В результате спектакль обретает сложную разветвленную сюжетную структуру со множеством отсылок, цитат и мотивов. Его строение начинает напоминать те самые чернильные пятна, что предъявляет врач-психиатр Чарли Гордону, желая протестировать мальчика: каждый зритель видит и считывает свое. Кто-то смотрит на специфическую адаптацию текста Дэниела Киза, кто-то следит за метаморфозами актеров, а кто-то смеется над вставными номерами, пародирующими всевозможные, бесконечно помноженные на пустоту «ток-шоу». И все же, несмотря на хитрое строение, главной остается история Чарли. Александр Худяков с его открытым лицом, наивным взглядом, полублаженной улыбкой — трогателен и беззащитен. Ему веришь с первой секунды. Неторопливые угловатые движения, путаные речи, перемежающиеся внезапными длительными паузами, готовность в любой момент сорваться и не закричать — замолчать окончательно — создают убедительный, вполне «кизовский» образ. Другое дело, что данный — в первую очередь, посредством языка — в романе Киза процесс прогресса и регресса героя не смотрится в спектакле именно как «процесс». Это, скорее, актерское блуждание от точки к точке: здесь я играю Чарли-дурака, а здесь — Чарли-умника. Самое ценное — переходы, перерождения, изменения во всей их полноте и протяженности — отсутствует. Исключения составляют монолог в первом акте и финал спектакля. В конце, уже без слов, не произнося ни звука, герой, давно констатировав собственный регресс, бежит по кругу в стремлении догнать себя прежнего, умного, гениального, со всеми мыслями и идеями, появившимися друзьями, воспоминаниями о родных. Сцена погони за стремительно утрачиваемым «я» напоминает эпизод из балета Джона Ноймайера «Смерть в Венеции», когда престарелый Ашенбах бежит не то за собой молодым, не то за удаляющимся юным Тадзио. В обоих случаях есть в этих толчках и рывках, скольжениях и падениях артистов родственные друг другу отчаяние и страх.

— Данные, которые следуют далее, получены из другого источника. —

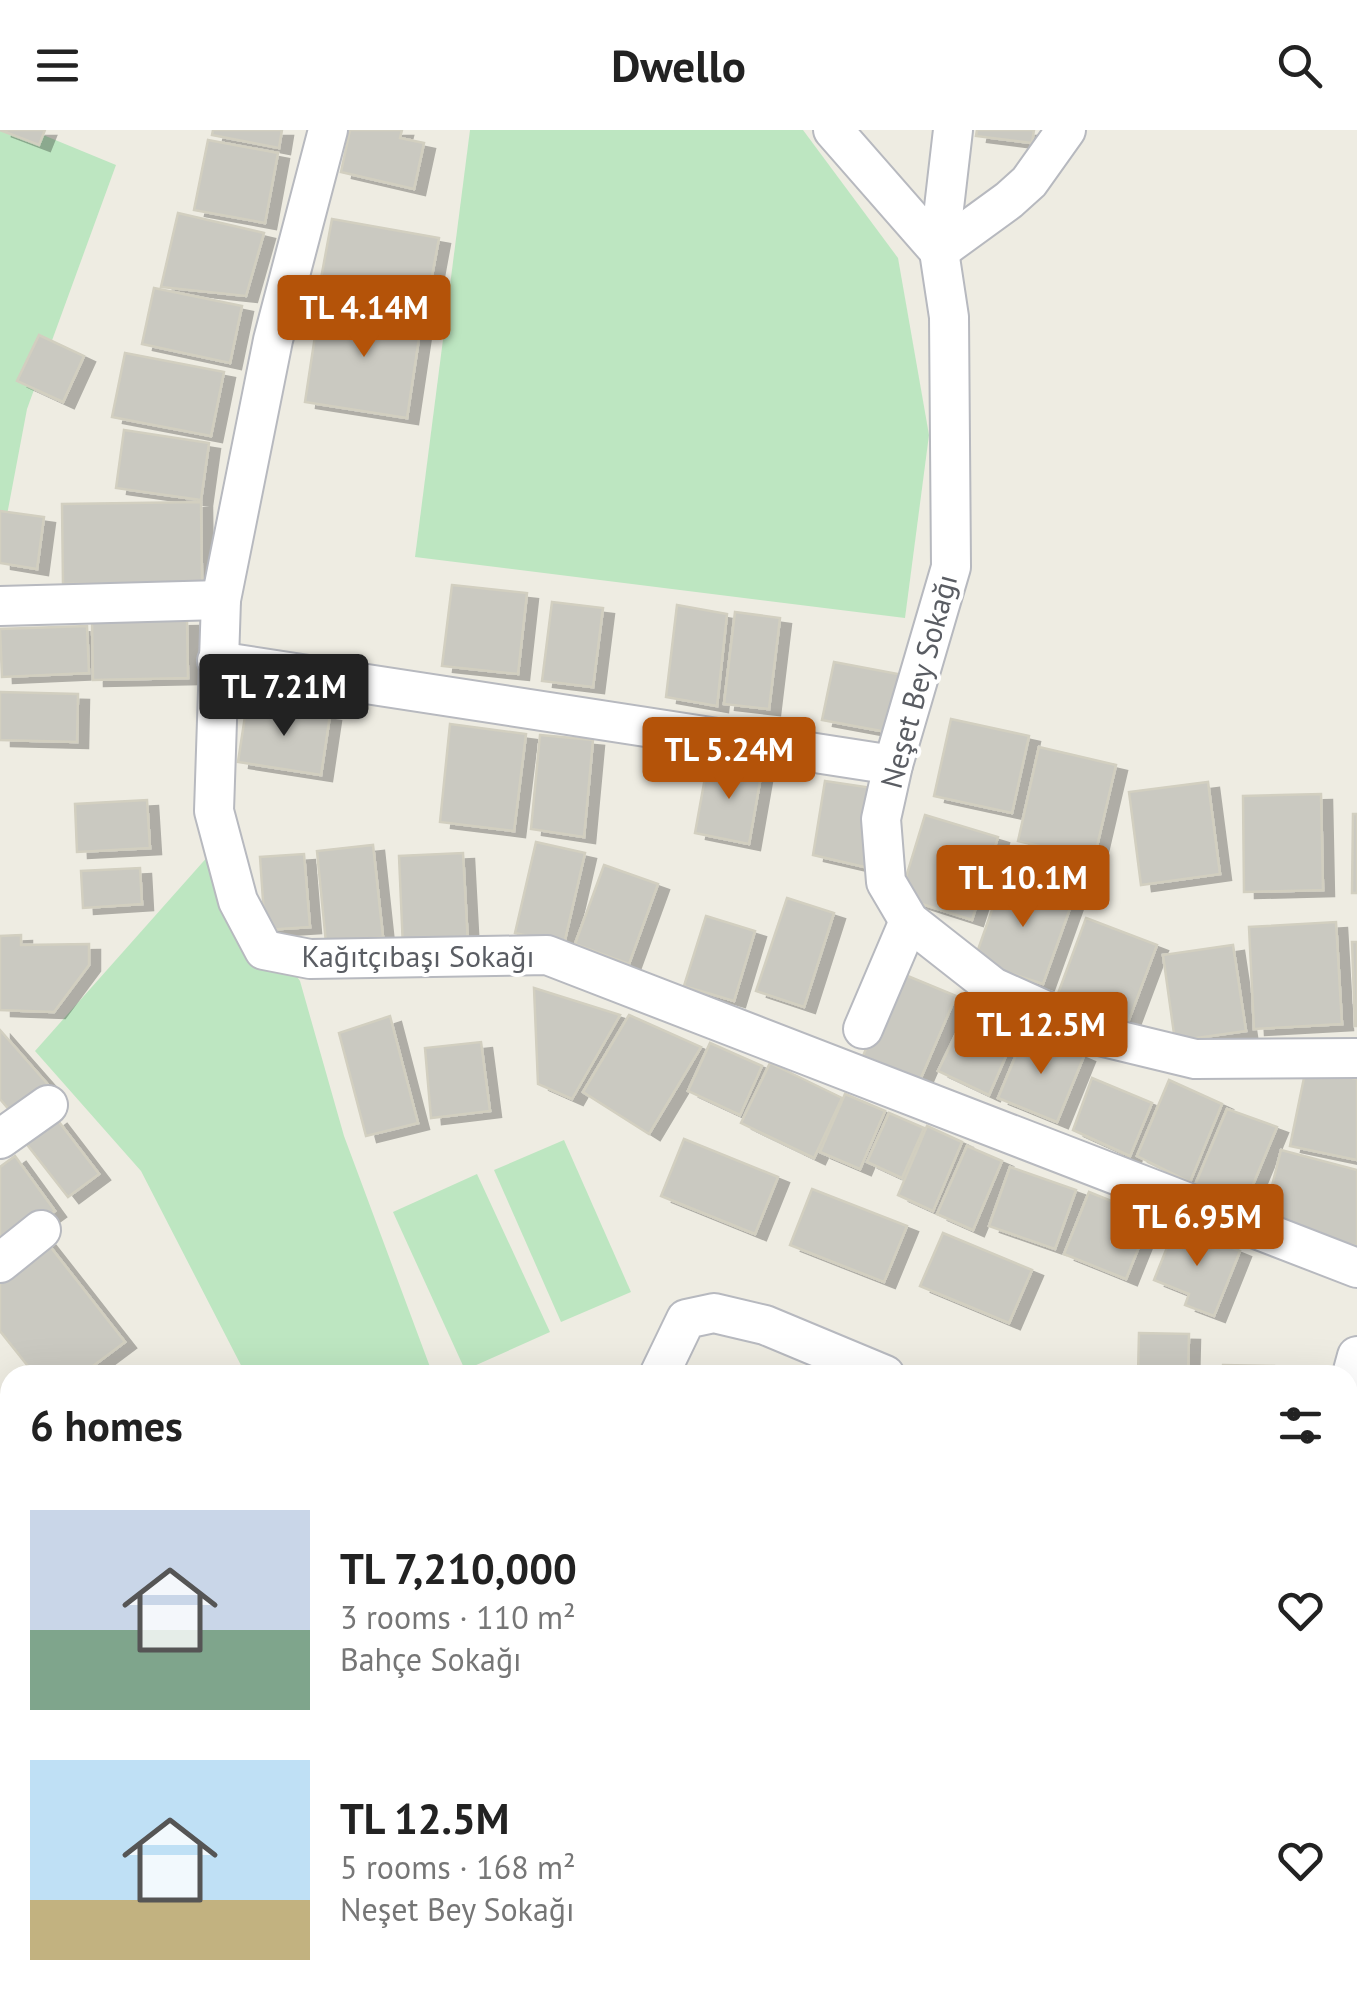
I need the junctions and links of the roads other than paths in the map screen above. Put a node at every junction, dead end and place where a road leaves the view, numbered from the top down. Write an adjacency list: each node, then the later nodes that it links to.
1 (328, 130): 6 (street, Kağıtçıbaşı Sokağı)
2 (834, 130): 5 (street)
3 (953, 130): 5 (street, Neşet Bey Sokağı)
4 (1066, 130): 5 (street)
5 (939, 251): 9 (street, Neşet Bey Sokağı)
6 (221, 600): 7 (street); 8 (street, Kağıtçıbaşı Sokağı)
7 (0, 606)
8 (217, 661): 9 (street); 17 (street, Kağıtçıbaşı Sokağı)
9 (893, 764): 10 (street, Neşet Bey Sokağı)
10 (908, 921): 11 (street); 12 (street, Neşet Bey Sokağı)
11 (863, 1029)
12 (1357, 1058)
13 (48, 1105): 14 (street)
14 (0, 1139)
15 (42, 1230): 16 (street)
16 (0, 1263)
17 (1357, 1268)
18 (664, 1365): 19 (street)
19 (862, 1365)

Интересно и решение образа Элджи. Анна Кочеткова играет одновременно и чудовище, и запуганное, временами обиженное существо. Но даже в те моменты, когда она предельно жестока (эпизод с расстрелом участников ток-шоу), Элджернон не утрачивает обаяния. Страшные вещи вершатся легко, точно понарошку, в шутку, а зрителям — и смешно, и горестно, и страшно. Трагикомедия — все, как указано в программке.

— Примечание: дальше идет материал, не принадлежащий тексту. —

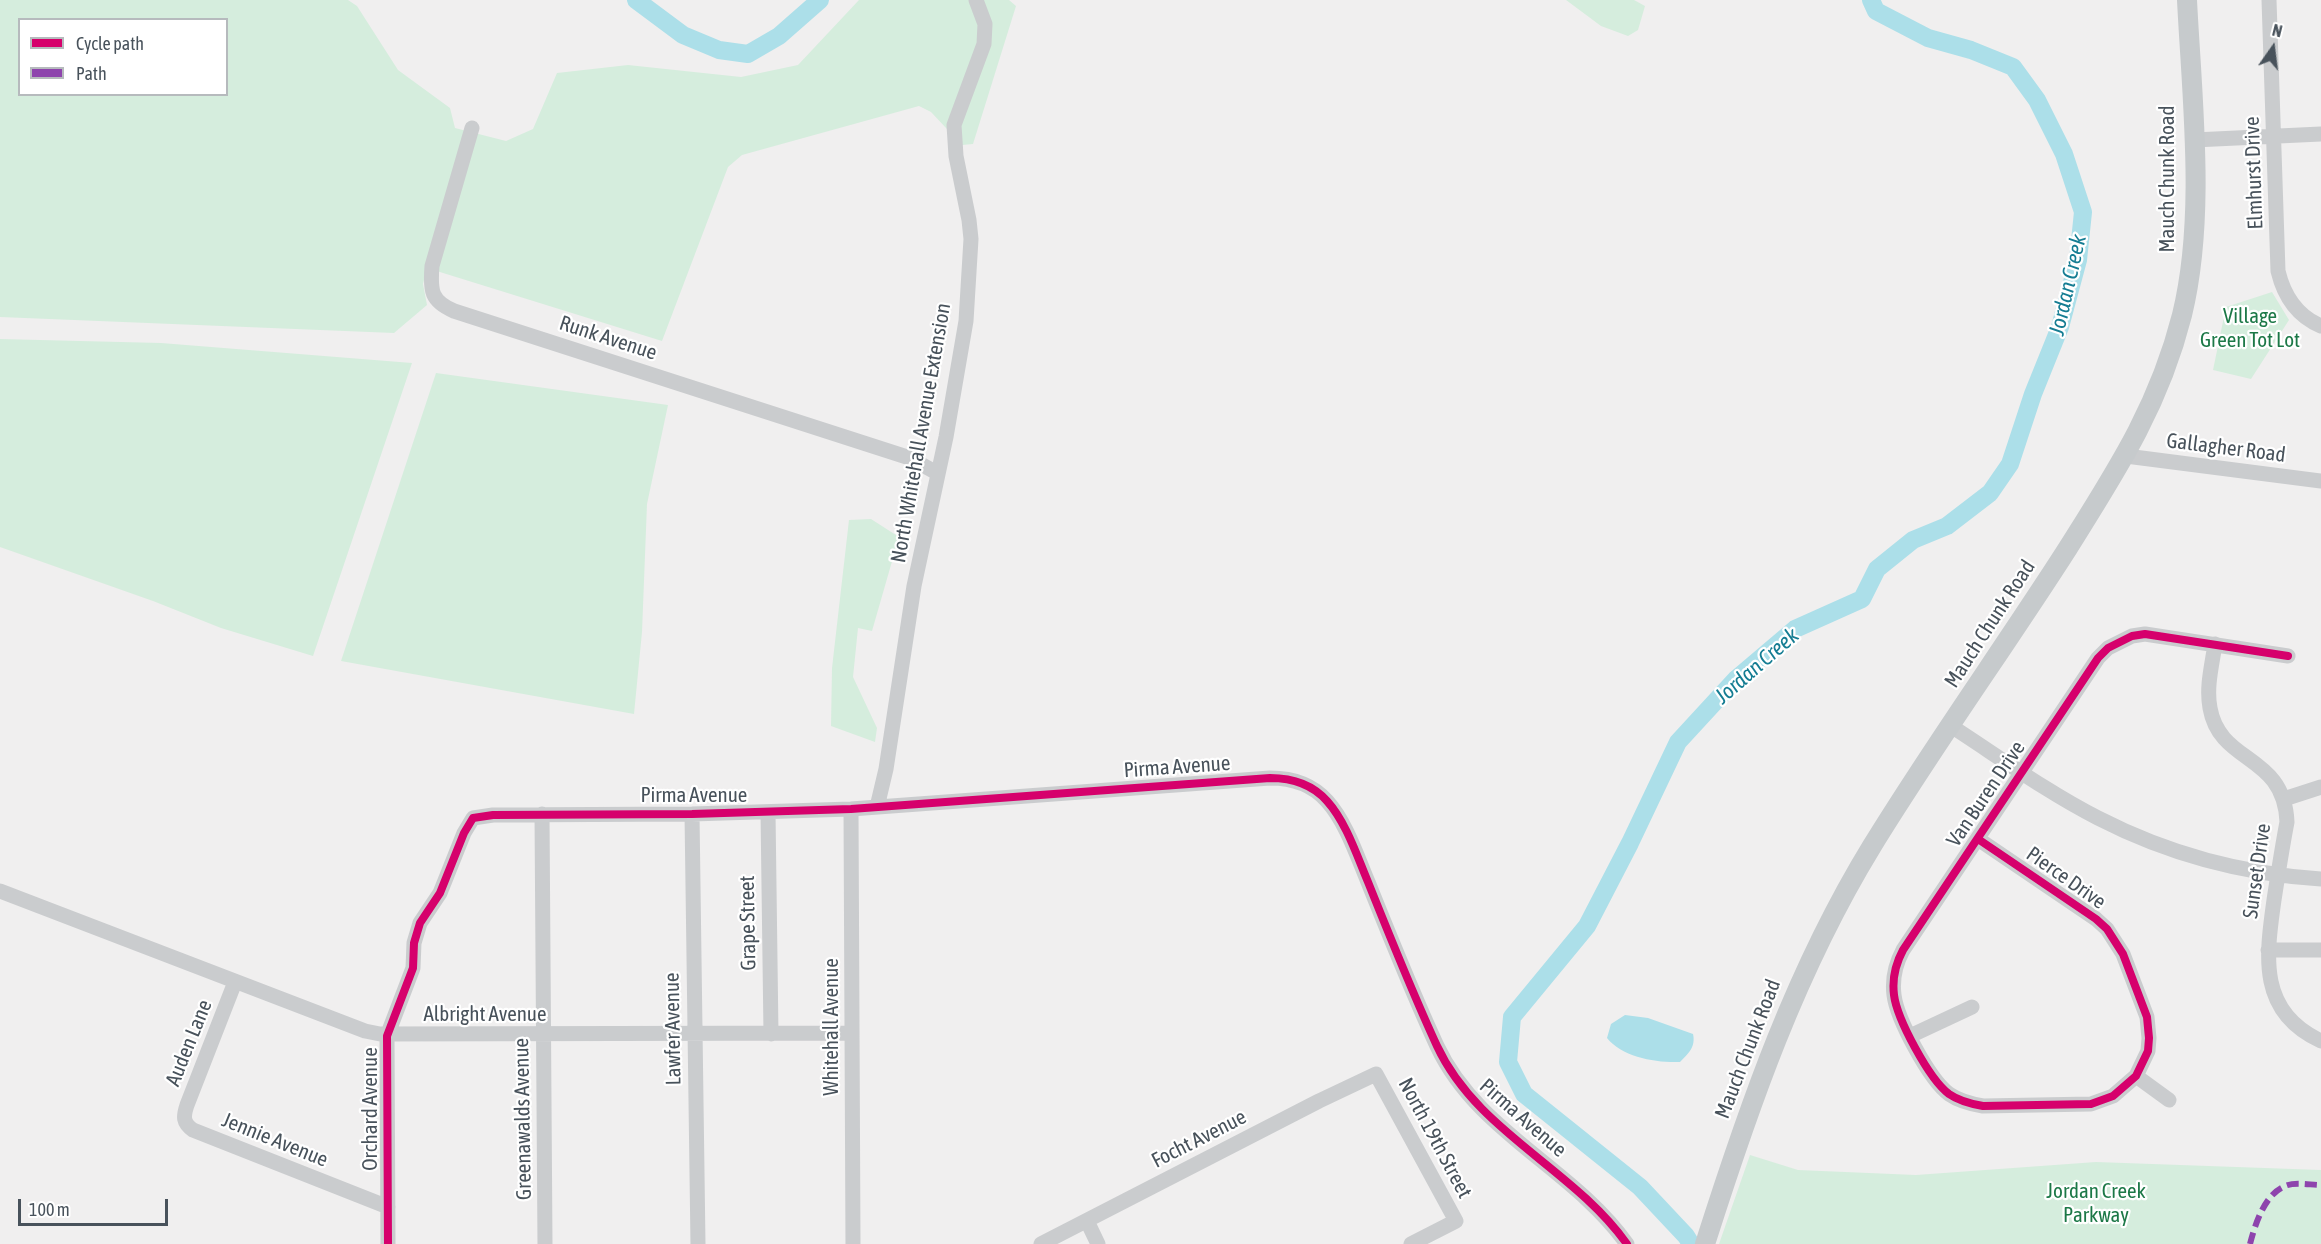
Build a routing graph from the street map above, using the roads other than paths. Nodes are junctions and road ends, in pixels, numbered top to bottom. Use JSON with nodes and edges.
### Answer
{"nodes":[{"id":1,"x":976,"y":0,"type":"edge"},
{"id":2,"x":2187,"y":0,"type":"edge"},
{"id":3,"x":2269,"y":0,"type":"edge"},
{"id":4,"x":472,"y":128,"type":"dead end"},
{"id":5,"x":2321,"y":134,"type":"edge"},
{"id":6,"x":2274,"y":136,"type":"junction"},
{"id":7,"x":2193,"y":140,"type":"junction"},
{"id":8,"x":2321,"y":326,"type":"edge"},
{"id":9,"x":2126,"y":456,"type":"junction"},
{"id":10,"x":937,"y":473,"type":"junction"},
{"id":11,"x":2321,"y":481,"type":"edge"},
{"id":12,"x":2216,"y":644,"type":"junction"},
{"id":13,"x":2288,"y":656,"type":"dead end"},
{"id":14,"x":1951,"y":726,"type":"junction"},
{"id":15,"x":2022,"y":772,"type":"junction"},
{"id":16,"x":2321,"y":787,"type":"edge"},
{"id":17,"x":2284,"y":799,"type":"junction"},
{"id":18,"x":877,"y":807,"type":"junction"},
{"id":19,"x":851,"y":809,"type":"junction"},
{"id":20,"x":768,"y":812,"type":"junction"},
{"id":21,"x":542,"y":814,"type":"junction"},
{"id":22,"x":692,"y":814,"type":"junction"},
{"id":23,"x":478,"y":815,"type":"joint"},
{"id":24,"x":1978,"y":839,"type":"junction"},
{"id":25,"x":2278,"y":875,"type":"junction"},
{"id":26,"x":2321,"y":879,"type":"edge"},
{"id":27,"x":0,"y":891,"type":"edge"},
{"id":28,"x":2268,"y":950,"type":"junction"},
{"id":29,"x":2321,"y":951,"type":"edge"},
{"id":30,"x":235,"y":982,"type":"junction"},
{"id":31,"x":1972,"y":1007,"type":"dead end"},
{"id":32,"x":852,"y":1033,"type":"junction"},
{"id":33,"x":542,"y":1034,"type":"junction"},
{"id":34,"x":694,"y":1034,"type":"junction"},
{"id":35,"x":771,"y":1034,"type":"junction"},
{"id":36,"x":387,"y":1036,"type":"junction"},
{"id":37,"x":1910,"y":1036,"type":"junction"},
{"id":38,"x":2321,"y":1041,"type":"edge"},
{"id":39,"x":1376,"y":1074,"type":"joint"},
{"id":40,"x":2136,"y":1076,"type":"junction"},
{"id":41,"x":2169,"y":1100,"type":"dead end"},
{"id":42,"x":1983,"y":1106,"type":"joint"},
{"id":43,"x":184,"y":1120,"type":"joint"},
{"id":44,"x":388,"y":1207,"type":"junction"},
{"id":45,"x":1086,"y":1221,"type":"junction"},
{"id":46,"x":388,"y":1244,"type":"edge"},
{"id":47,"x":545,"y":1244,"type":"edge"},
{"id":48,"x":698,"y":1244,"type":"edge"},
{"id":49,"x":853,"y":1244,"type":"edge"},
{"id":50,"x":1041,"y":1244,"type":"edge"},
{"id":51,"x":1098,"y":1244,"type":"edge"},
{"id":52,"x":1412,"y":1244,"type":"edge"},
{"id":53,"x":1627,"y":1244,"type":"edge"},
{"id":54,"x":1705,"y":1244,"type":"edge"}],
"edges":[{"from":1,"to":10,"type":"street","name":"North Whitehall Avenue Extension"},
{"from":2,"to":7,"type":"main road","name":"Mauch Chunk Road"},
{"from":3,"to":6,"type":"street","name":"Elmhurst Drive"},
{"from":4,"to":10,"type":"street","name":"Runk Avenue"},
{"from":5,"to":6,"type":"street"},
{"from":6,"to":7,"type":"street"},
{"from":6,"to":8,"type":"street","name":"Elmhurst Drive"},
{"from":7,"to":9,"type":"main road","name":"Mauch Chunk Road"},
{"from":9,"to":11,"type":"street","name":"Gallagher Road"},
{"from":9,"to":14,"type":"main road","name":"Mauch Chunk Road"},
{"from":10,"to":18,"type":"street","name":"North Whitehall Avenue Extension"},
{"from":12,"to":13,"type":"street","name":"Van Buren Drive"},
{"from":12,"to":15,"type":"street","name":"Van Buren Drive"},
{"from":12,"to":17,"type":"street","name":"Sunset Drive"},
{"from":14,"to":15,"type":"street"},
{"from":14,"to":54,"type":"main road","name":"Mauch Chunk Road"},
{"from":15,"to":24,"type":"street","name":"Van Buren Drive"},
{"from":15,"to":25,"type":"street"},
{"from":16,"to":17,"type":"street"},
{"from":17,"to":25,"type":"street","name":"Sunset Drive"},
{"from":18,"to":19,"type":"street","name":"Pirma Avenue"},
{"from":18,"to":53,"type":"street","name":"Pirma Avenue"},
{"from":19,"to":20,"type":"street","name":"Pirma Avenue"},
{"from":19,"to":32,"type":"street","name":"Whitehall Avenue"},
{"from":20,"to":22,"type":"street","name":"Pirma Avenue"},
{"from":20,"to":35,"type":"street","name":"Grape Street"},
{"from":21,"to":22,"type":"street","name":"Pirma Avenue"},
{"from":21,"to":23,"type":"street","name":"Pirma Avenue"},
{"from":21,"to":33,"type":"street","name":"Greenawalds Avenue"},
{"from":22,"to":34,"type":"street","name":"Lawfer Avenue"},
{"from":23,"to":36,"type":"street","name":"Orchard Avenue"},
{"from":24,"to":37,"type":"street","name":"Van Buren Drive"},
{"from":24,"to":40,"type":"street","name":"Pierce Drive"},
{"from":25,"to":26,"type":"street"},
{"from":25,"to":28,"type":"street","name":"Sunset Drive"},
{"from":27,"to":30,"type":"street","name":"Albright Avenue"},
{"from":28,"to":29,"type":"street"},
{"from":28,"to":38,"type":"street","name":"Sunset Drive"},
{"from":30,"to":36,"type":"street","name":"Albright Avenue"},
{"from":30,"to":43,"type":"street","name":"Auden Lane"},
{"from":31,"to":37,"type":"street"},
{"from":32,"to":35,"type":"street","name":"Albright Avenue"},
{"from":32,"to":49,"type":"street","name":"Whitehall Avenue"},
{"from":33,"to":34,"type":"street","name":"Albright Avenue"},
{"from":33,"to":36,"type":"street","name":"Albright Avenue"},
{"from":33,"to":47,"type":"street","name":"Greenawalds Avenue"},
{"from":34,"to":35,"type":"street","name":"Albright Avenue"},
{"from":34,"to":48,"type":"street","name":"Lawfer Avenue"},
{"from":36,"to":44,"type":"street","name":"Orchard Avenue"},
{"from":37,"to":42,"type":"street","name":"Van Buren Drive"},
{"from":39,"to":45,"type":"street","name":"Focht Avenue"},
{"from":39,"to":52,"type":"street","name":"North 19th Street"},
{"from":40,"to":41,"type":"street"},
{"from":40,"to":42,"type":"street","name":"Pierce Drive"},
{"from":43,"to":44,"type":"street","name":"Jennie Avenue"},
{"from":44,"to":46,"type":"street","name":"Orchard Avenue"},
{"from":45,"to":50,"type":"street","name":"Focht Avenue"},
{"from":45,"to":51,"type":"street"}]}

Мир, созданный Игорем Сергеевым и Варей Светловой, — мир сумасшедших и больных. У каждого свои заскоки и «тараканы»: мать Чарли Роза (Юлия Гришаева) «повернута» на мытье полов, стирке и чистке овощей-фруктов; художница Фэй Лилман (Ниеле Мейлуте) — алкоголичка; Алиса Кинниан (Лидия Марковских) до болезненности любит порядок и «вещи по полочкам»; Профессор Немур (Игорь Грабузов) — в прошлом псих, и т. д. Чарли в этом списке умалишенных вполне себе на месте. Вернее не так: он гораздо лучше и чище. Он — белый лист, на котором эти странные, с исковерканным сознанием и судьбой люди пишут и рисуют. Но как ни старались бы другие запечатлеть в нем себя, ничего не выходит. Он по-прежнему светел. Умирая, Чарли достигает абсолютного нуля. Tabula rasa.